Любое исследование неприкладного изобразительного искусства ХХ века – я имею в виду живопись и скульптуру – должно начинаться с замечания об их минимальном интересе для публики. В 1994 году 21 % населения Великобритании был в музее или галерее хотя бы один раз за последний квартал, 60 % читали книги хотя бы раз в неделю, 58 % слушали музыку в записи хотя бы раз в неделю и почти все 96 % телезрителей предположительно регулярно смотрели фильмы или какие-то их аналоги[138]. Что касается занятий изобразительным искусством, в 1974 году только 4,4 % французов указали в качестве хобби рисование или ваяние, в то время как 15,4 % ответили, что играют на музыкальных инструментах[139]. Проблемы живописи и скульптуры, разумеется, отличаются. Запрос на картины лежит главным образом в области индивидуального потребления. Монументальная живопись, как, например, фрески, в нашем веке лишь изредка получала популярность, известен пример Мексики. Это ограничило рынок произведений изобразительного искусства – самостоятельных, а не связанных с чем-то еще, обладающим более широкой аудиторией, как, например, обложки музыкальных записей, журналы, книжные обложки. Тем не менее с ростом населения и его благосостояния не было никакой изначальной причины для сокращения этого рынка. В противоположность этому запрос на пластическое искусство был публичным. Здесь проблемой было то, что этот рынок в нашем столетии обрушился, монументальное искусство, а также декорирование зданий и пространств было отринуто модернистской архитектурой. Достаточно вспомнить фразу Адольфа Лооса «Орнамент – это преступление». После пика перед 1914 годом, когда в Париже каждые десять лет устанавливали около 35 новых статуй, для скульптуры настала эра полного уничтожения: во время войны в Париже исчезло 75 памятников, что сильно изменило облик города[140]. Колоссальный запрос на мемориалы павшим после 1918 года и временный подъем диктатур, поощрявших монументальность, не смогли остановить этот вековой упадок. Так что кризис пластического искусства имеет свои отличия от кризиса живописи, и на этом я, пусть и без охоты, закрою этот вопрос. Это не относится, впрочем, к архитектуре, которая в целом оказалась нисколько не затронута проблемами, поразившими иное изобразительное искусство.
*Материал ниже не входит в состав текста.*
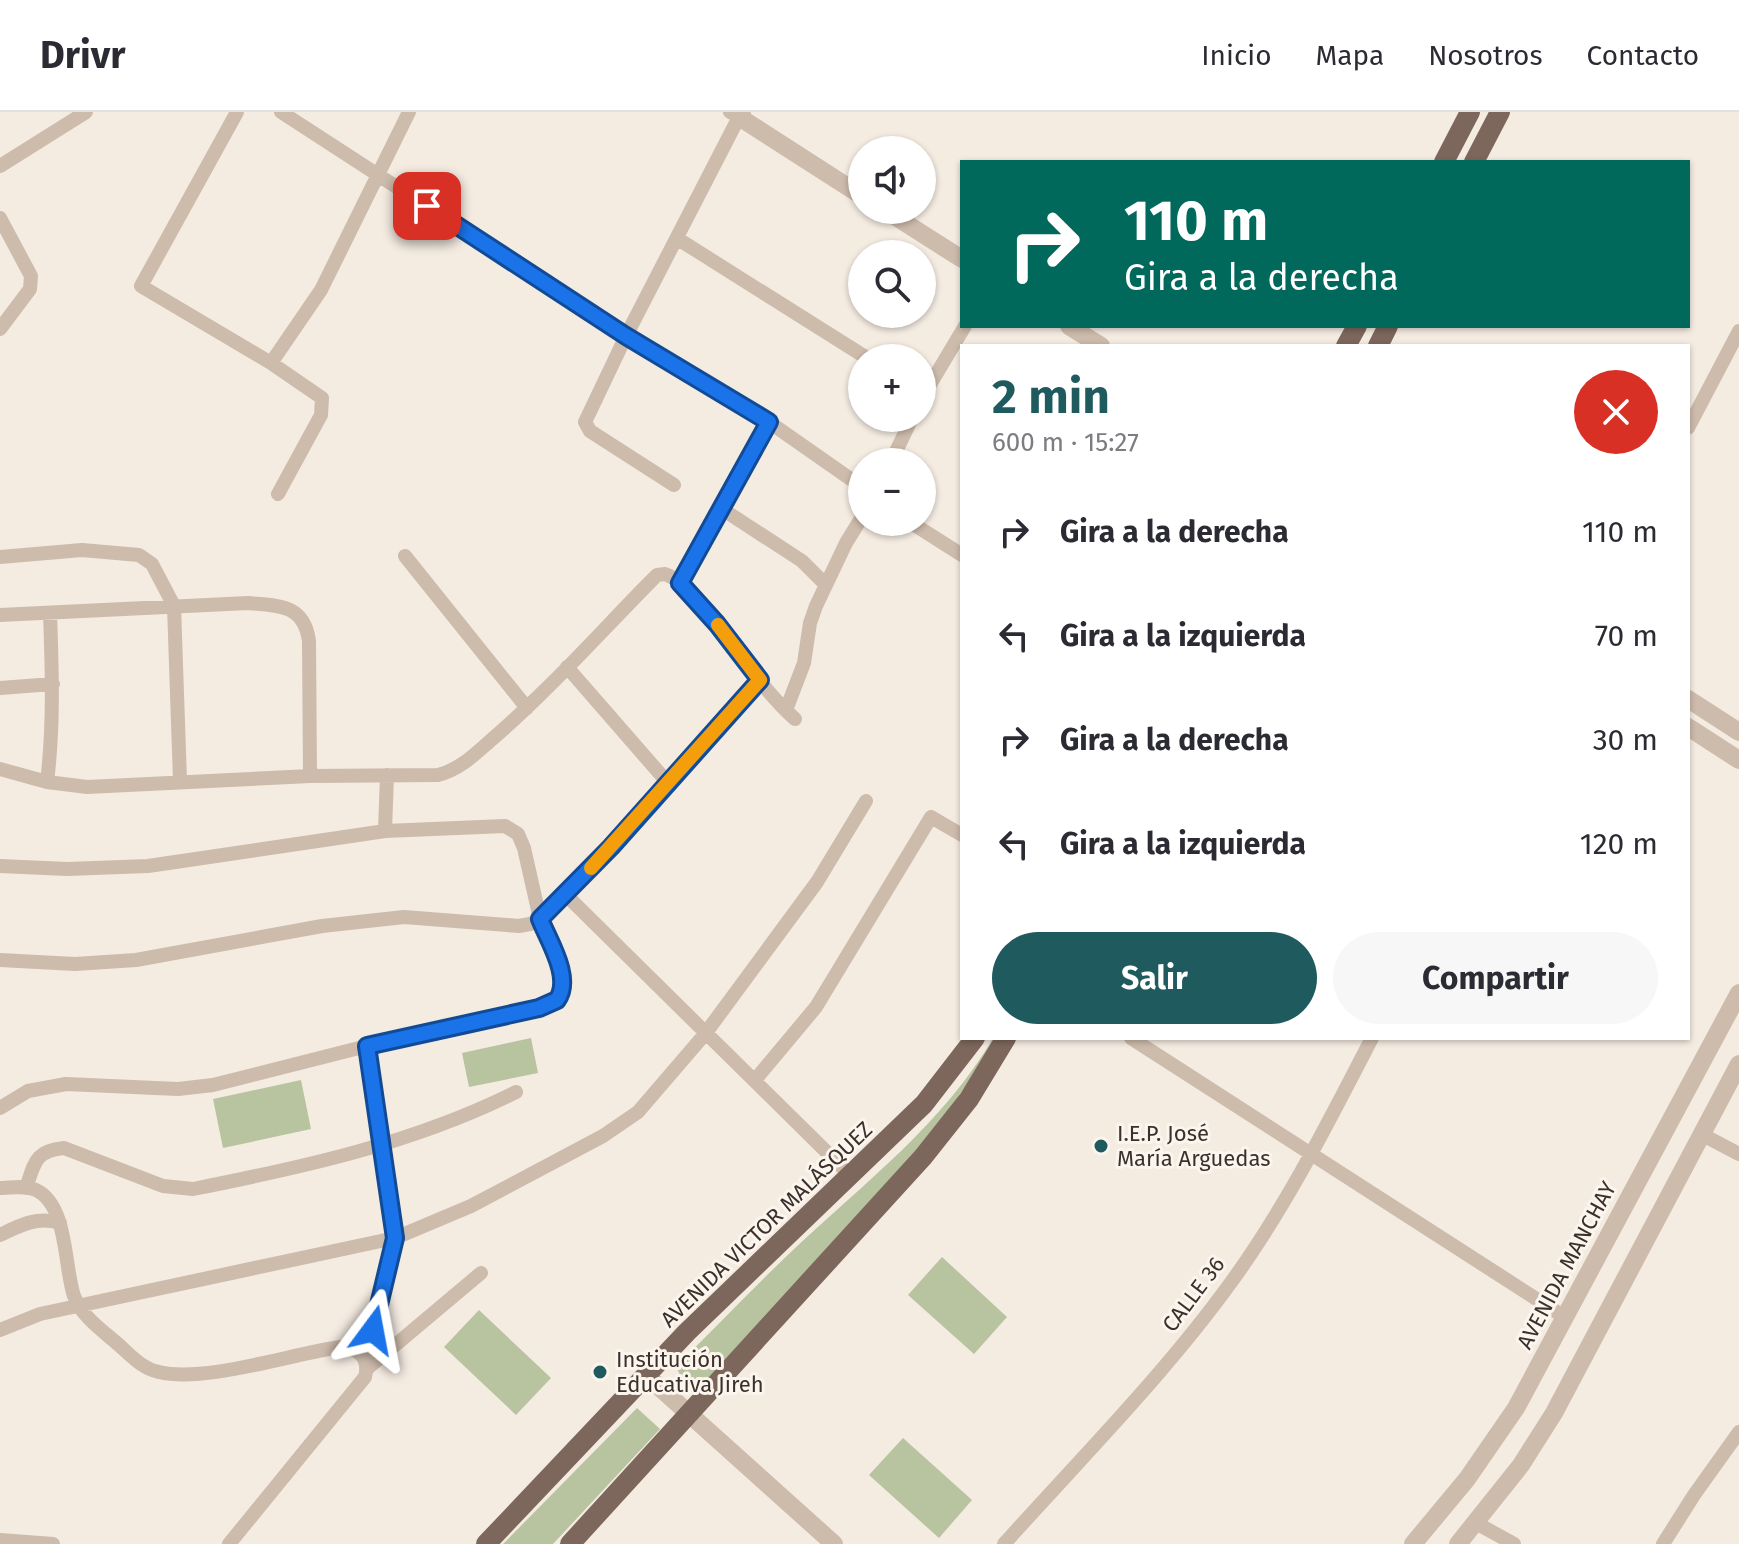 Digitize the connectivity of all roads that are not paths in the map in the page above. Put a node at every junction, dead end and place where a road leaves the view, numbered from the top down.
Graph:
1 (86, 112) edge
2 (237, 112) edge
3 (281, 112) edge
4 (409, 112) edge
5 (1470, 112) edge
6 (1500, 112) edge
7 (737, 114) edge
8 (1445, 160) edge
9 (1475, 160) edge
10 (0, 166) edge
11 (377, 174) junction
12 (848, 187) edge
13 (0, 218) edge
14 (907, 224) edge
15 (678, 239) junction
16 (960, 258) edge
17 (964, 328) edge
18 (1072, 328) edge
19 (0, 329) edge
20 (1739, 331) edge
21 (626, 336) junction
22 (1098, 344) edge
23 (848, 346) edge
24 (271, 363) junction
25 (936, 374) edge
26 (769, 422) junction
27 (1690, 424) edge
28 (848, 477) edge
29 (674, 485) dead end
30 (278, 494) dead end
31 (719, 507) junction
32 (852, 536) edge
33 (932, 536) edge
34 (960, 554) edge
35 (405, 556) dead end
36 (0, 557) edge
37 (680, 583) junction
38 (825, 584) junction
39 (174, 606) junction
40 (50, 613) junction
41 (0, 615) edge
42 (567, 667) junction
43 (760, 680) junction
44 (53, 684) junction
45 (0, 688) edge
46 (1690, 700) edge
47 (527, 708) junction
48 (1690, 728) edge
49 (1739, 732) edge
50 (1739, 760) edge
51 (0, 769) edge
52 (387, 775) junction
53 (310, 776) junction
54 (180, 781) junction
55 (47, 782) junction
56 (668, 783) junction
57 (866, 801) dead end
58 (385, 831) junction
59 (960, 834) edge
60 (0, 866) edge
61 (565, 894) junction
62 (540, 919) junction
63 (0, 960) edge
64 (1739, 993) edge
65 (705, 1034) junction
66 (973, 1040) edge
67 (1005, 1040) edge
68 (1134, 1040) edge
69 (1371, 1040) edge
70 (367, 1046) junction
71 (1739, 1064) edge
72 (755, 1080) junction
73 (516, 1092) dead end
74 (0, 1108) edge
75 (1701, 1134) junction
76 (383, 1146) junction
77 (1739, 1154) edge
78 (1312, 1155) junction
79 (851, 1176) junction
80 (0, 1188) edge
81 (26, 1188) junction
82 (60, 1223) junction
83 (0, 1235) edge
84 (395, 1238) junction
85 (481, 1273) dead end
86 (79, 1306) junction
87 (1566, 1318) junction
88 (0, 1330) edge
89 (367, 1365) junction
90 (647, 1376) junction
91 (690, 1414) junction
92 (1739, 1432) edge
93 (1476, 1523) junction
94 (0, 1540) edge
95 (53, 1544) edge
96 (229, 1544) edge
97 (486, 1544) edge
98 (570, 1544) edge
99 (834, 1544) edge
100 (1004, 1544) edge
101 (1413, 1544) edge
102 (1458, 1544) edge
103 (1514, 1544) edge
104 (1663, 1544) edge

1 - 10 street
2 - 24 street
3 - 11 street
4 - 11 street
5 - 8 main road
6 - 9 main road
7 - 12 street
7 - 15 street
11 - 21 street
11 - 24 street
13 - 19 street
14 - 16 street
15 - 21 street
15 - 23 street
17 - 25 street
18 - 22 street
20 - 27 street
21 - 26 street
21 - 29 street
24 - 30 street
26 - 28 street
26 - 31 street
31 - 37 street
31 - 38 street
32 - 38 street
33 - 34 street
35 - 47 street
36 - 39 street
37 - 42 street
37 - 43 street
38 - 43 street
39 - 40 street
39 - 53 street
39 - 54 street
40 - 41 street
40 - 44 street
42 - 47 street
42 - 56 street
43 - 56 street
44 - 45 street
44 - 55 street
46 - 49 street
47 - 52 street
48 - 50 street
51 - 55 street
52 - 53 street
52 - 58 street
53 - 54 street
54 - 55 street
56 - 61 street
57 - 65 street
58 - 60 street
58 - 62 street
59 - 72 street
61 - 62 street
61 - 65 street
62 - 63 street
62 - 70 street
64 - 87 street, AVENIDA MANCHAY
65 - 72 street
65 - 84 street
66 - 79 main road, AVENIDA VICTOR MALÁSQUEZ
67 - 91 main road
68 - 78 street
69 - 78 street, CALLE 36
70 - 74 street
70 - 76 street
71 - 75 street
72 - 79 street
73 - 76 street
75 - 77 street
75 - 93 street
76 - 81 street
76 - 84 street
78 - 87 street
78 - 100 street, CALLE 36
79 - 90 main road, AVENIDA VICTOR MALÁSQUEZ
80 - 81 street
81 - 82 street
82 - 83 street
82 - 86 street
84 - 86 street
84 - 89 street
85 - 89 street
86 - 88 street
86 - 89 street
87 - 101 street, AVENIDA MANCHAY
89 - 96 street
90 - 91 street
90 - 97 main road, AVENIDA VICTOR MALÁSQUEZ
91 - 98 main road
91 - 99 street
92 - 104 street
93 - 102 street
93 - 103 street
94 - 95 street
Но нам следовало бы сделать еще одно наблюдение. Более, чем любая другая форма искусства, изобразительное искусство пострадало от технической отсталости. Живопись в особенности не смогла найти точек соприкосновения с тем, что Вальтер Беньямин назвал «эпохой технической воспроизводимости». С середины XIX века – то есть с того момента, когда мы начинаем различать авангардные течения в живописи (хотя слово «авангард» еще тогда не вошло в обиход), – искусство осознавало и конкуренцию с техникой, в форме камеры, и свою неспособность в этой конкуренции выжить. Консервативная критика фотографии указывала еще в 1850 году, что последняя несет серьезную угрозу «целым областям искусства, таким как гравюра, литография, жанровая и портретная живопись»[141]. Шестьдесят лет спустя итальянский футурист Боччони утверждал, что современное искусство должно находить выражение в абстракции или, скорее, в спиритуализации своих целей, потому что «традиционное изображение узурпировано механическими средствами» [in luogo della riproduzione tradizionale ormai conquistata dai mezzi meccanini] [142]. Дадаисты, как провозглашал Виланд Герцфельде, не пытались соревноваться с фотоаппаратом или даже стать одушевленной камерой, подобно импрессионистам, которые доверились самой ненадежной линзе – человеческому глазу[143]. Джексон Поллок в 1950 году сказал, что искусство должно выражать чувства, потому что изображением предметов теперь занимаются фотокамеры[144]. Подобные примеры можно привести почти на каждое десятилетие вплоть до нынешнего времени. В 1998 году президент Центра Помпиду заявил: «Двадцатое столетие – век фотографии, а не живописи»[145].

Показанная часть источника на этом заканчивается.